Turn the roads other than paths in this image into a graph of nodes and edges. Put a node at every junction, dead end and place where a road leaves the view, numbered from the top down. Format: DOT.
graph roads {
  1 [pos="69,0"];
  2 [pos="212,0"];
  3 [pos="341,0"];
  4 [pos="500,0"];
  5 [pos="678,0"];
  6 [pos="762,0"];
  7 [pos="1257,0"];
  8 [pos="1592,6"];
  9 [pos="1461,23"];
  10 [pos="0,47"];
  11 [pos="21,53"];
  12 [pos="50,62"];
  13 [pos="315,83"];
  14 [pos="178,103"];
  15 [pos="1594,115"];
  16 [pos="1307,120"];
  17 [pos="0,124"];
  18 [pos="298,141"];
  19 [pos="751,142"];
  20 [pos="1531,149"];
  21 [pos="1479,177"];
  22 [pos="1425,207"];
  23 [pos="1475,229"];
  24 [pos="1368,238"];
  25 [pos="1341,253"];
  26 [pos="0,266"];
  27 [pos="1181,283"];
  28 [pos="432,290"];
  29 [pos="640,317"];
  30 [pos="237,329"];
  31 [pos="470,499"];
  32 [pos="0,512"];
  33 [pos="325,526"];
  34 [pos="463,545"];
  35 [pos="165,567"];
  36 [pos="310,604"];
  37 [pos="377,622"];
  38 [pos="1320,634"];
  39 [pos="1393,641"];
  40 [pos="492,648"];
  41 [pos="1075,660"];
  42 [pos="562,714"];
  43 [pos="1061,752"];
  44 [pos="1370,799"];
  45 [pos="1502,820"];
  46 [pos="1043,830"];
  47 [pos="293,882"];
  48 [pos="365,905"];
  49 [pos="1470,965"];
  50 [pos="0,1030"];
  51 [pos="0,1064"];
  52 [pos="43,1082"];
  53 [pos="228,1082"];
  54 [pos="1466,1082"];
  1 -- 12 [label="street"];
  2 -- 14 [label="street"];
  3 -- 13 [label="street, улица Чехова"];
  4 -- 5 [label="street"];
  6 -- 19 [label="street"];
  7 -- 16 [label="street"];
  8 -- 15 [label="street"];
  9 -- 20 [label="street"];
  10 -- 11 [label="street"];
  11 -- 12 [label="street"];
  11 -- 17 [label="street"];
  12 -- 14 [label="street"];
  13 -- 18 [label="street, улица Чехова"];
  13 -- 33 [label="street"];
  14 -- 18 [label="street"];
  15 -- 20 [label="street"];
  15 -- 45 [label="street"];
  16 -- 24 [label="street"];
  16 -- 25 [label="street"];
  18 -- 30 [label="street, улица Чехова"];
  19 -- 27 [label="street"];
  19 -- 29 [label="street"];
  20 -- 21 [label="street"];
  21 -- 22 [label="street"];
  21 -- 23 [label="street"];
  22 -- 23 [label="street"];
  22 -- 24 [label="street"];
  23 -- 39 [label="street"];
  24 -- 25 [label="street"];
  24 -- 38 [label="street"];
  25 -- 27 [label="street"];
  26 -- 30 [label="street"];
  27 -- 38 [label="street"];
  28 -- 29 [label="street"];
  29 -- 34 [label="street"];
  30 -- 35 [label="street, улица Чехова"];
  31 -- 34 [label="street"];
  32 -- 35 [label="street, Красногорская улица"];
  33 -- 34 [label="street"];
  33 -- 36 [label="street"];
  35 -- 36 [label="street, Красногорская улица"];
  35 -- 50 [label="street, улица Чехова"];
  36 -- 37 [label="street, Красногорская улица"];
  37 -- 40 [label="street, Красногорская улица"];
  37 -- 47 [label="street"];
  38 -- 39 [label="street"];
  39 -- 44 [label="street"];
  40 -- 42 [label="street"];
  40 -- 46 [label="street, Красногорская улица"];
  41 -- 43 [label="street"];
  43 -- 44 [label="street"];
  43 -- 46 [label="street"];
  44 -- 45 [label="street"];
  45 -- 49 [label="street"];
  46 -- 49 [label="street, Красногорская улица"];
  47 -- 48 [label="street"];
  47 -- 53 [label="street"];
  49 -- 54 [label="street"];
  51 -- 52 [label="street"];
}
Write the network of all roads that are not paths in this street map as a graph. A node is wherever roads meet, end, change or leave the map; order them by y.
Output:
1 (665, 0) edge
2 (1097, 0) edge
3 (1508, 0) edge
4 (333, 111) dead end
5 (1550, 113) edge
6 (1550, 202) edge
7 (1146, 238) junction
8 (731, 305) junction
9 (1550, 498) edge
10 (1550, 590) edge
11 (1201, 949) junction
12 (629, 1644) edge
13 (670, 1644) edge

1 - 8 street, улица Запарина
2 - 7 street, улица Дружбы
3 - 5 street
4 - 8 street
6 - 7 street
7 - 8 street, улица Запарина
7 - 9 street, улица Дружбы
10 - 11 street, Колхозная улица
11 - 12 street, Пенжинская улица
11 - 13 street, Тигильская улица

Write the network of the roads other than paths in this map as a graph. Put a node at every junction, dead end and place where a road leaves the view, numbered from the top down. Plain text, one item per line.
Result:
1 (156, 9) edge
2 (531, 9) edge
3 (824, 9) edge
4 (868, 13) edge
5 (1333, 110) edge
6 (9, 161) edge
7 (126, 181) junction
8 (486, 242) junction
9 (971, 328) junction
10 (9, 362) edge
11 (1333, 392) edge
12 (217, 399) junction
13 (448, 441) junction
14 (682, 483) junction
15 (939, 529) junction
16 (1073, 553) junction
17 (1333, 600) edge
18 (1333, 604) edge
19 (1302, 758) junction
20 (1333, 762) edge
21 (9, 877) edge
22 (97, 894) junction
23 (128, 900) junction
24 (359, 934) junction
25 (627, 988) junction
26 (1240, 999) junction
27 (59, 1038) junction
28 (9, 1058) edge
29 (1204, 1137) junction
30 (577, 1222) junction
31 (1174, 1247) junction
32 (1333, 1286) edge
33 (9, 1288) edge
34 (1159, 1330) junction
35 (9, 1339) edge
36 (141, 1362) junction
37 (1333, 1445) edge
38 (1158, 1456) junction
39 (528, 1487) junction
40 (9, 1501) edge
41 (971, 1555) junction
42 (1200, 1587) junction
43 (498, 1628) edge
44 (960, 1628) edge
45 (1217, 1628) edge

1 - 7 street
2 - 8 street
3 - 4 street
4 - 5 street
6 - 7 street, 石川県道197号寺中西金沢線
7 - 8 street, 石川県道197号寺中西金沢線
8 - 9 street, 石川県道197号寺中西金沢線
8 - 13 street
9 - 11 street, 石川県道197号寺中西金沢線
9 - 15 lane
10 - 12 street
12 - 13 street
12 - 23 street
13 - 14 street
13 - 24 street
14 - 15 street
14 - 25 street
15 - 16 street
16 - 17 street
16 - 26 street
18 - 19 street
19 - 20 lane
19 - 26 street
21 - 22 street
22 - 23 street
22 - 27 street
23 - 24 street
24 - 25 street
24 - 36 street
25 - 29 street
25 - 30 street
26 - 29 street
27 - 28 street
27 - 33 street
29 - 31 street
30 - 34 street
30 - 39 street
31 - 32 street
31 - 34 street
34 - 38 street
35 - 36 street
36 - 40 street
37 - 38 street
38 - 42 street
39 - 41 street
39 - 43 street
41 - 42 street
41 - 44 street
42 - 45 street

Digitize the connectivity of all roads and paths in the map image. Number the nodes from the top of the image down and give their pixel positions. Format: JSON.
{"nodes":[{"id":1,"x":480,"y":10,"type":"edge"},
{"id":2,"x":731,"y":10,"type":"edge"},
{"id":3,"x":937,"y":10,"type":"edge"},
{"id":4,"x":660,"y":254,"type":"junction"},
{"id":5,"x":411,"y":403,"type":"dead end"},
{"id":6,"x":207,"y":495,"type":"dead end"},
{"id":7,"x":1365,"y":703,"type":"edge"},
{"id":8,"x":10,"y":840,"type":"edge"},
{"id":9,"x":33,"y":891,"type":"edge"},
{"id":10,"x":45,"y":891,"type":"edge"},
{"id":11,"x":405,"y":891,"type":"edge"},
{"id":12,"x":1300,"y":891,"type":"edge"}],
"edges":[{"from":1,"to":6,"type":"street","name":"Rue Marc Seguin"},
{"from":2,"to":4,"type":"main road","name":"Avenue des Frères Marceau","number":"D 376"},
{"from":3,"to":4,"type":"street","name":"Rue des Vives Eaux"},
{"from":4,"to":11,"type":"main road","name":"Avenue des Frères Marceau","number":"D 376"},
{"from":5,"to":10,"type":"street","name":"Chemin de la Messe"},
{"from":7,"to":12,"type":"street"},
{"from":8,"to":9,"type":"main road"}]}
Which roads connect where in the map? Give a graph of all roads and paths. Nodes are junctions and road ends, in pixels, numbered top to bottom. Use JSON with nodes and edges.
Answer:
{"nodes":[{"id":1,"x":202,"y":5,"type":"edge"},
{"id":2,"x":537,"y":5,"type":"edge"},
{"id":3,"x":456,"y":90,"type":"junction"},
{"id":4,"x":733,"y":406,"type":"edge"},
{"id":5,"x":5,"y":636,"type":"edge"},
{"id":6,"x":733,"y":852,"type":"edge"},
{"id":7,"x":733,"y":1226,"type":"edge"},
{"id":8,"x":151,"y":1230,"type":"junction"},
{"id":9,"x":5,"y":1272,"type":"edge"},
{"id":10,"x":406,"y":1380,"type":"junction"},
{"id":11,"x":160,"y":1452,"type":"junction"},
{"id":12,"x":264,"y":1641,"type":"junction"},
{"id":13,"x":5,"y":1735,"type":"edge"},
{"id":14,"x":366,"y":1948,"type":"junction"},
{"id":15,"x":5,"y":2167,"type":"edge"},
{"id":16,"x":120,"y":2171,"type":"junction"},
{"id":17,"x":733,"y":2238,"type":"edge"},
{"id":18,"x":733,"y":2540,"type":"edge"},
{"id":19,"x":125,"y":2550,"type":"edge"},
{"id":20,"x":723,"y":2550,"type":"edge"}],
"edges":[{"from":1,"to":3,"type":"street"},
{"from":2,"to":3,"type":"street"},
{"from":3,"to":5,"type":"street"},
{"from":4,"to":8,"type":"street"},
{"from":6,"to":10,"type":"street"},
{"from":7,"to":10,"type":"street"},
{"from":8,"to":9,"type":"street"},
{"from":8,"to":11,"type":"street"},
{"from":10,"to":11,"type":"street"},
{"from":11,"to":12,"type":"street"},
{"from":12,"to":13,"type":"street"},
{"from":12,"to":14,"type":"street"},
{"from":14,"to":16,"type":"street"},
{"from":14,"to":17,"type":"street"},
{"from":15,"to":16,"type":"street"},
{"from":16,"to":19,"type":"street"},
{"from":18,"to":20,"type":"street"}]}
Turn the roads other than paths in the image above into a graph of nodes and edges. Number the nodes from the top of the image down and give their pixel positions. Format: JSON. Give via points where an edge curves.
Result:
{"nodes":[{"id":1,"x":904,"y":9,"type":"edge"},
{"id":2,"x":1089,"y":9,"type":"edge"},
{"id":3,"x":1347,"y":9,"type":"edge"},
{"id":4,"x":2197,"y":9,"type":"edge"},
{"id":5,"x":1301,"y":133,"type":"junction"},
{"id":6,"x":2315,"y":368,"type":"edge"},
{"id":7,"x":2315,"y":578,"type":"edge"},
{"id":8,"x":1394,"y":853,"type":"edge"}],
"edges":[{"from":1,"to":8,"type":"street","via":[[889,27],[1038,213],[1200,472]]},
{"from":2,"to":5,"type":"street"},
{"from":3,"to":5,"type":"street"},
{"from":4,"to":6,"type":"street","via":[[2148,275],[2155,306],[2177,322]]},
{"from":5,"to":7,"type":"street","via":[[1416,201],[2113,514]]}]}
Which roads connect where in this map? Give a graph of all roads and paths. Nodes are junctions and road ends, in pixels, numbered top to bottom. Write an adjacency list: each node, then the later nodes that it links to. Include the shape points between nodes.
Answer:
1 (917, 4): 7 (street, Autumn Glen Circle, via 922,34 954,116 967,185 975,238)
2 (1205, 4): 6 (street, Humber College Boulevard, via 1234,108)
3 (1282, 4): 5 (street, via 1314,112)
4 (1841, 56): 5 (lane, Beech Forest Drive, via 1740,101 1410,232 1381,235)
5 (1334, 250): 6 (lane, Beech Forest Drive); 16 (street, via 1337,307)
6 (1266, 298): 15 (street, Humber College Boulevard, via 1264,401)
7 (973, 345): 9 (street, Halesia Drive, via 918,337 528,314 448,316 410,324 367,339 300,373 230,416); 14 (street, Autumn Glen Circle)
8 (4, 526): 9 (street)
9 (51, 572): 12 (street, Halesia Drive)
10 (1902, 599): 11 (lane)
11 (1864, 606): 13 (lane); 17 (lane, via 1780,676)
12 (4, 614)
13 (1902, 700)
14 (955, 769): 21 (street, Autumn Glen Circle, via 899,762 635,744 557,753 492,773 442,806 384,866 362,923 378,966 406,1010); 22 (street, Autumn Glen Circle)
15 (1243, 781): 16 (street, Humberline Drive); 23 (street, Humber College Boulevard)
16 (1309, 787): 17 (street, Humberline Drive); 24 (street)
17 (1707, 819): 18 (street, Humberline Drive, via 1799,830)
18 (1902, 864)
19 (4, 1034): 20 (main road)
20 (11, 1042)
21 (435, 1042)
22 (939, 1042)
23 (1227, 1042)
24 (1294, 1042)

*HOW TO COMPLETE THIS TASK*. Copy out all lines above holding "Humberline".

*EXERCISE RESPONSE*.
15 (1243, 781): 16 (street, Humberline Drive); 23 (street, Humber College Boulevard)
16 (1309, 787): 17 (street, Humberline Drive); 24 (street)
17 (1707, 819): 18 (street, Humberline Drive, via 1799,830)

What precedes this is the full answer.